Check every line of the entries below for the word "roads", and copy the ones that have it.
◆ ◆ ◆ ◆ ◆ ◆ ◆
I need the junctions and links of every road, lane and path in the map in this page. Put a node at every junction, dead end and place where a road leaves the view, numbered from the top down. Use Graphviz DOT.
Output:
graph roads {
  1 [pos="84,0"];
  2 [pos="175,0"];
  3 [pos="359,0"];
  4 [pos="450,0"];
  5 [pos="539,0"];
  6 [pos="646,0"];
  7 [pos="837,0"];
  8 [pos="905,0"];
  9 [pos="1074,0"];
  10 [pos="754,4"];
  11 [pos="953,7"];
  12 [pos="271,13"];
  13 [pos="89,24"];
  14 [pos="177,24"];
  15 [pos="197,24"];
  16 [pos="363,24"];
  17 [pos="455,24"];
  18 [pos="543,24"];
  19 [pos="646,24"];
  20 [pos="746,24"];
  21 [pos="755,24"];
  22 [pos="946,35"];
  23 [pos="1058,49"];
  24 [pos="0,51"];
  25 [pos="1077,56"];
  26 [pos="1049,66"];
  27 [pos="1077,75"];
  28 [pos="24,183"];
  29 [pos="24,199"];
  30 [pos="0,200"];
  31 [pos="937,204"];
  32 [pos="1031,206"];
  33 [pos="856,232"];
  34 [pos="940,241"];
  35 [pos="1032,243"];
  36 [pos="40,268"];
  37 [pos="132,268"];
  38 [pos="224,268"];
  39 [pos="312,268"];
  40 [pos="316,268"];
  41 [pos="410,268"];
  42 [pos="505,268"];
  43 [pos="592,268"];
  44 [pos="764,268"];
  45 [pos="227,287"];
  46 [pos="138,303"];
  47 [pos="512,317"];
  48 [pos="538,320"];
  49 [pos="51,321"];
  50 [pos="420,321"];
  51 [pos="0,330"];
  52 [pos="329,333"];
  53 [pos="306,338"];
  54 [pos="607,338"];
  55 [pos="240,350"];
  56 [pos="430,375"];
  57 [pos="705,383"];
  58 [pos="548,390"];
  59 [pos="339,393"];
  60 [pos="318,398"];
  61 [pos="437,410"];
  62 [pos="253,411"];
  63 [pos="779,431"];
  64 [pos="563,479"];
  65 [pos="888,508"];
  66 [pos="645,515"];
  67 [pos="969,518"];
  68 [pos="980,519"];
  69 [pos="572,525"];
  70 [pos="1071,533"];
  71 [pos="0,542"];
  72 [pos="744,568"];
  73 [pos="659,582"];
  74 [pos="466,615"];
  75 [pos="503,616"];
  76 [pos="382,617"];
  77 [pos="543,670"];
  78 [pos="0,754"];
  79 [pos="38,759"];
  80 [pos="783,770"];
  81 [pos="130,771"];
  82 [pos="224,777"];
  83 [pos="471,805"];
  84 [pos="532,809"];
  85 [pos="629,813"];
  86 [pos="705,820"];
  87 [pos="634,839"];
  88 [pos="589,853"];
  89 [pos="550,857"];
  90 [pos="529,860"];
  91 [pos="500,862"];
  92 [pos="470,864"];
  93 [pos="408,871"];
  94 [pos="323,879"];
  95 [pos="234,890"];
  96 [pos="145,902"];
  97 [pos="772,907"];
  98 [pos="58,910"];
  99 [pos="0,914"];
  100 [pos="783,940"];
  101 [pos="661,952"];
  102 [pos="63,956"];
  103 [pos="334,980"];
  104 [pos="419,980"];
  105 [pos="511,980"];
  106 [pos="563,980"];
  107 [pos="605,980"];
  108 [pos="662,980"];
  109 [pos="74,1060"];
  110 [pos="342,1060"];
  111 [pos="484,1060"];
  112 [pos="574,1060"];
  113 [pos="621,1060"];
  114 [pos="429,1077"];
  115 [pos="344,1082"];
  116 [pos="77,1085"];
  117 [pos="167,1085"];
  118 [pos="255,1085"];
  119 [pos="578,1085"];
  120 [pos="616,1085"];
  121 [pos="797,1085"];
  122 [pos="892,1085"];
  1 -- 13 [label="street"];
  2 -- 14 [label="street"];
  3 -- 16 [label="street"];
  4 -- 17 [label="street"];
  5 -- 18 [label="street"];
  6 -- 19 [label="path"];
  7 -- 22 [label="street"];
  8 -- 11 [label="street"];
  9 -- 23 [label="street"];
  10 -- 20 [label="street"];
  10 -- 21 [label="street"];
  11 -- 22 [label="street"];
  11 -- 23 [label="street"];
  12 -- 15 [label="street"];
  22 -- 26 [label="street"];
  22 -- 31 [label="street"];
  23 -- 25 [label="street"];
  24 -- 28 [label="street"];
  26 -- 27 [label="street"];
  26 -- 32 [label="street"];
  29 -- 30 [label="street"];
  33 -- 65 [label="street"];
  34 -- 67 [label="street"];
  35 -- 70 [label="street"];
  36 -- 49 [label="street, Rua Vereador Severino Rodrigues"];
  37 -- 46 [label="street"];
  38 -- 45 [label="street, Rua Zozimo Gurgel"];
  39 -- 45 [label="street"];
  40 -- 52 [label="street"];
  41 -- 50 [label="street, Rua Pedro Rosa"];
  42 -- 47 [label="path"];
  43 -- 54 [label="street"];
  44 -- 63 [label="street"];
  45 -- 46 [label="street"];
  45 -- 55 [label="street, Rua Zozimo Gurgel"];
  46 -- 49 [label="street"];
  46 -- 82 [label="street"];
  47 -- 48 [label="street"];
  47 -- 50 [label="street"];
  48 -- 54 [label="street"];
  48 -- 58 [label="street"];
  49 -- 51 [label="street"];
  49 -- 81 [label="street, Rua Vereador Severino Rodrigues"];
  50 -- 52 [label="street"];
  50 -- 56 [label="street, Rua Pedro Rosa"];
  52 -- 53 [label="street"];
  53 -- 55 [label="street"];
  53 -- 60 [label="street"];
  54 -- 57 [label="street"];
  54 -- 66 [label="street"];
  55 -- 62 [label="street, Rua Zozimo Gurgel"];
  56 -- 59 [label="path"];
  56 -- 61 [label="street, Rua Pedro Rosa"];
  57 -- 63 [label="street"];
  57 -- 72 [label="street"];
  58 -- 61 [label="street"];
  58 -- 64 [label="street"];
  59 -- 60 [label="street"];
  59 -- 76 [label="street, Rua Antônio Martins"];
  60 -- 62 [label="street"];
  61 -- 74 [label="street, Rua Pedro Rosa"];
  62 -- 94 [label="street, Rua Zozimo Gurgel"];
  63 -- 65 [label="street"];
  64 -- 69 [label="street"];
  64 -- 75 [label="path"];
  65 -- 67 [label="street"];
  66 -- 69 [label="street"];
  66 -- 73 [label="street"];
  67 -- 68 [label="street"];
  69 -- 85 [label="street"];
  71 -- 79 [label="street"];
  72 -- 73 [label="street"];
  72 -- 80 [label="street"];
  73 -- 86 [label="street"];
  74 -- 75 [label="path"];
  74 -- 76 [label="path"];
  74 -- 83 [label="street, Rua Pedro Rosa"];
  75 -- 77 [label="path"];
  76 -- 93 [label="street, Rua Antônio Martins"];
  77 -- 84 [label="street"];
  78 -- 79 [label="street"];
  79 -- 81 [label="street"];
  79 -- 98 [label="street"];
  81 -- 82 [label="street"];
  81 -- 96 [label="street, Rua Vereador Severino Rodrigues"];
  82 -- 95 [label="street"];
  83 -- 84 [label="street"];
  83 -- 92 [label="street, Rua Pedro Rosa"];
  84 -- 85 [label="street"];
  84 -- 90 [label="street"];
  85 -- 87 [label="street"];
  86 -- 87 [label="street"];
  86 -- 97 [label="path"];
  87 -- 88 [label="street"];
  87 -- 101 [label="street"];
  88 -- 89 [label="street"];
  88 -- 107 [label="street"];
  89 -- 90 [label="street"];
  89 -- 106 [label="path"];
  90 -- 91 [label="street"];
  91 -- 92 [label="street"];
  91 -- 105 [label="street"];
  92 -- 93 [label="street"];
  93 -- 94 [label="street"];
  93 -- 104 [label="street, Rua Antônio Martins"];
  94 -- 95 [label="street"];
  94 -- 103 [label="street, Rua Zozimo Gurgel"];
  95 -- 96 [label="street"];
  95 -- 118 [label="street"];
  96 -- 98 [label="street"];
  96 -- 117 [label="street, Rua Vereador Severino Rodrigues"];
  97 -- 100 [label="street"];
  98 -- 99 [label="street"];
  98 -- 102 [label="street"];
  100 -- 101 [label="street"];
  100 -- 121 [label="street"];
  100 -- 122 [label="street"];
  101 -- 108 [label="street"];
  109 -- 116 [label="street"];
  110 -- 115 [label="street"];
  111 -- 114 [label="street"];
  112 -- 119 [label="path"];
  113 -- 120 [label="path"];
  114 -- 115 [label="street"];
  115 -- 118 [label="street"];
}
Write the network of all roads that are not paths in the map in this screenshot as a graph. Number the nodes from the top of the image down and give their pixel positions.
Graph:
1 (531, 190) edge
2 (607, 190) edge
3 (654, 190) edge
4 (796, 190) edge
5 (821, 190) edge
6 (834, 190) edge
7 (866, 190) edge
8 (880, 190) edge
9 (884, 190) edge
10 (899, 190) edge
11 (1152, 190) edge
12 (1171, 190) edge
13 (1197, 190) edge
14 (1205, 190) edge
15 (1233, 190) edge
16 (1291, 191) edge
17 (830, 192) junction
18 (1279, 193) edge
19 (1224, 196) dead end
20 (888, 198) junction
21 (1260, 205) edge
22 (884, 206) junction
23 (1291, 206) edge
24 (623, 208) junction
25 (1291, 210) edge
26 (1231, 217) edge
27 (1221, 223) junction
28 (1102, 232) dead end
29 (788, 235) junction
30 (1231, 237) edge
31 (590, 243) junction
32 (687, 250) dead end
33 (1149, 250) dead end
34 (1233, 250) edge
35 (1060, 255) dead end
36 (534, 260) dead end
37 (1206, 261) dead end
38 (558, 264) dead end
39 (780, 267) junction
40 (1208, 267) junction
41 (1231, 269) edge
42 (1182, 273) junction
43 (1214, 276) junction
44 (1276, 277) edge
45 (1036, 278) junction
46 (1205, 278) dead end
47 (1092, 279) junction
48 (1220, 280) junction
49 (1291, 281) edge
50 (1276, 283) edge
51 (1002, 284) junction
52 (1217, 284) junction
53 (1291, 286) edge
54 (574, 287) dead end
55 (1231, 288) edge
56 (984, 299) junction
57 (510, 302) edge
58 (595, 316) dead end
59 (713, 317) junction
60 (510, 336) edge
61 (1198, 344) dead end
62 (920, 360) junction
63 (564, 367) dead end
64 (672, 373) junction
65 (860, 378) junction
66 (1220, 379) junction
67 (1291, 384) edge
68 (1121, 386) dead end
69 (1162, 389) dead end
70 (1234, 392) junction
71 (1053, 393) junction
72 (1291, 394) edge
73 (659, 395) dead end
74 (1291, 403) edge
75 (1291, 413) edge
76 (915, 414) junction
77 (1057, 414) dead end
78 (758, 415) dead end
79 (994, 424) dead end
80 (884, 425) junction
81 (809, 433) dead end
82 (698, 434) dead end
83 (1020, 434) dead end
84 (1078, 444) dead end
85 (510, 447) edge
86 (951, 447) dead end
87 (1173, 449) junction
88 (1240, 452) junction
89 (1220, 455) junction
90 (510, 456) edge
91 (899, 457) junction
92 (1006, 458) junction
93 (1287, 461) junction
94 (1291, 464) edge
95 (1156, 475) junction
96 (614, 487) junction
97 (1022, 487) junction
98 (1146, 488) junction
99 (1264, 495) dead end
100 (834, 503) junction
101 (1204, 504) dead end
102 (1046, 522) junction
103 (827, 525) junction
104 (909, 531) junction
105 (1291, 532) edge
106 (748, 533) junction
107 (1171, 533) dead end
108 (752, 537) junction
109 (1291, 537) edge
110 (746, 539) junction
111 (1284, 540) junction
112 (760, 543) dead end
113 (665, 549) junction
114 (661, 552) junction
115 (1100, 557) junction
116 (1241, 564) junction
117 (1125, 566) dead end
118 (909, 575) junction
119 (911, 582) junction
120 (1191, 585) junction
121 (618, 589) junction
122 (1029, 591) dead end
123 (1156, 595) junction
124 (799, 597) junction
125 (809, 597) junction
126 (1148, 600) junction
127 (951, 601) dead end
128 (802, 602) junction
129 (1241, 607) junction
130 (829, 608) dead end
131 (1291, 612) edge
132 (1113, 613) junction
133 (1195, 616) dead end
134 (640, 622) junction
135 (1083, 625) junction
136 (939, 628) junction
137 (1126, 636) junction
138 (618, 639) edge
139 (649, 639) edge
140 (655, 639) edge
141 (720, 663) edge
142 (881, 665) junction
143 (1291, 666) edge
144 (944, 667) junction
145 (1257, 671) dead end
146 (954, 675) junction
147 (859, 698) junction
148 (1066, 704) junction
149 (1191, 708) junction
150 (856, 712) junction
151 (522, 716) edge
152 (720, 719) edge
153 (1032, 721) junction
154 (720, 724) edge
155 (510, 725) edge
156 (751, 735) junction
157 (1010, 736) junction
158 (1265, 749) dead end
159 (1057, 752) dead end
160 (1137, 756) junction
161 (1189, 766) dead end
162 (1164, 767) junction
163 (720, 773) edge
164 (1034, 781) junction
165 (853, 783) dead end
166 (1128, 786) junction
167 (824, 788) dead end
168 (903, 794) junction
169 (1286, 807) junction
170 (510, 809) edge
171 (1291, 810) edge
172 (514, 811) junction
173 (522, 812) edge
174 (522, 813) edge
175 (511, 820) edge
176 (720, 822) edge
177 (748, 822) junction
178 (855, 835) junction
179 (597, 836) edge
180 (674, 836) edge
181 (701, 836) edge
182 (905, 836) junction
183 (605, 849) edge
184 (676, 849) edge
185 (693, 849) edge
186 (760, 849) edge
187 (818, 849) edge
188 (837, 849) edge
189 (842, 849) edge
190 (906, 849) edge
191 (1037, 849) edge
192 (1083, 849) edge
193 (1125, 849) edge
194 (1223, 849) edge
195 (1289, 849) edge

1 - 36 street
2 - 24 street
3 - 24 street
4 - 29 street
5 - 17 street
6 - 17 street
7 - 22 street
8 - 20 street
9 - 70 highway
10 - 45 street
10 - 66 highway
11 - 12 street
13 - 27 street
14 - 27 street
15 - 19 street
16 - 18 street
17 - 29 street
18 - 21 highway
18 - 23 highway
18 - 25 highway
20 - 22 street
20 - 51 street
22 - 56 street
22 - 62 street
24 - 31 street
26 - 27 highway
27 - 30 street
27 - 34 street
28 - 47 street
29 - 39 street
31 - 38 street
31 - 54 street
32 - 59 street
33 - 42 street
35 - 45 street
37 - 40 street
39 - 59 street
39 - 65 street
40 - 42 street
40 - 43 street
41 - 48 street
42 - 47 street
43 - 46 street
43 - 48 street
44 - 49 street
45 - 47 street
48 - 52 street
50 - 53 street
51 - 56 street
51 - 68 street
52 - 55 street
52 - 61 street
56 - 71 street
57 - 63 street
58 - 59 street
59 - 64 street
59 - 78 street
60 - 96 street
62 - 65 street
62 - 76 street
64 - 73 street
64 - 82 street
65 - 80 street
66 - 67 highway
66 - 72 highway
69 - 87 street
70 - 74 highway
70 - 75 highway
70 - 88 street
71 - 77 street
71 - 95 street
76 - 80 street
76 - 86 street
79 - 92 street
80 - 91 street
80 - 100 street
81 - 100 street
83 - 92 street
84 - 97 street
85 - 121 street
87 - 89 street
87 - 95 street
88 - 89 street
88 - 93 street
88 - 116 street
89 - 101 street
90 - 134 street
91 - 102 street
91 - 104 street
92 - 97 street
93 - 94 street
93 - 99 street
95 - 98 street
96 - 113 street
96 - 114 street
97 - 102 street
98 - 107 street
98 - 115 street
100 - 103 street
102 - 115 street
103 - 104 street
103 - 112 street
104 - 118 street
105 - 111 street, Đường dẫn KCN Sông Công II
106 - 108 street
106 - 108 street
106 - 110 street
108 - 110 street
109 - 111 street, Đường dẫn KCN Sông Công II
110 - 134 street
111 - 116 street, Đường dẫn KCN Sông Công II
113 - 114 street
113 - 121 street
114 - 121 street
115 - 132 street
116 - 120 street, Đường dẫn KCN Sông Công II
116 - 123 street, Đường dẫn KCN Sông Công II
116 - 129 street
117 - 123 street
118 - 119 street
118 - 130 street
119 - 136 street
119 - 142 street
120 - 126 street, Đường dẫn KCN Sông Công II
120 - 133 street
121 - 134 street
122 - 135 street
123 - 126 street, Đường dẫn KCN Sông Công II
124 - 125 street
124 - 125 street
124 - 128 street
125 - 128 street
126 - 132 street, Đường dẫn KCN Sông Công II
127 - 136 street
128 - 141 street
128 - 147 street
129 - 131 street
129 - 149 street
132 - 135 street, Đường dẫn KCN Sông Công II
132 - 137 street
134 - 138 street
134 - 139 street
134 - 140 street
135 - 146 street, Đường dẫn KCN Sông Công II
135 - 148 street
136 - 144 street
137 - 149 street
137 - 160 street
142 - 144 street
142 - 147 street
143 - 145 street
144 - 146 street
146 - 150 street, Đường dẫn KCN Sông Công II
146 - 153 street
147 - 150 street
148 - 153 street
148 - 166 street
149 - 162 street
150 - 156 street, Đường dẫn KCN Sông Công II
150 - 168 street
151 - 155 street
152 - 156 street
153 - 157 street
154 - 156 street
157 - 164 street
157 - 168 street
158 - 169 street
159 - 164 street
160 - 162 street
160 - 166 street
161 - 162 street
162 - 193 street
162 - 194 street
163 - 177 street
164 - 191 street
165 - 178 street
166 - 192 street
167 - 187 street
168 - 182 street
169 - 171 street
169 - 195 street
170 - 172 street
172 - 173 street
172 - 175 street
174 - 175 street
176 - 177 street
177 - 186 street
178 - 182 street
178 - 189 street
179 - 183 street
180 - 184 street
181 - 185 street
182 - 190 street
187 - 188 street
◆ ◆ ◆ ◆ ◆ ◆ ◆
**RESPONSE TO THE EXERCISE**:
graph roads {
Write the network of all roads that are not paths in the map in this screenshot as a graph. Number the nodes from the top of the image down and give their pixel positions.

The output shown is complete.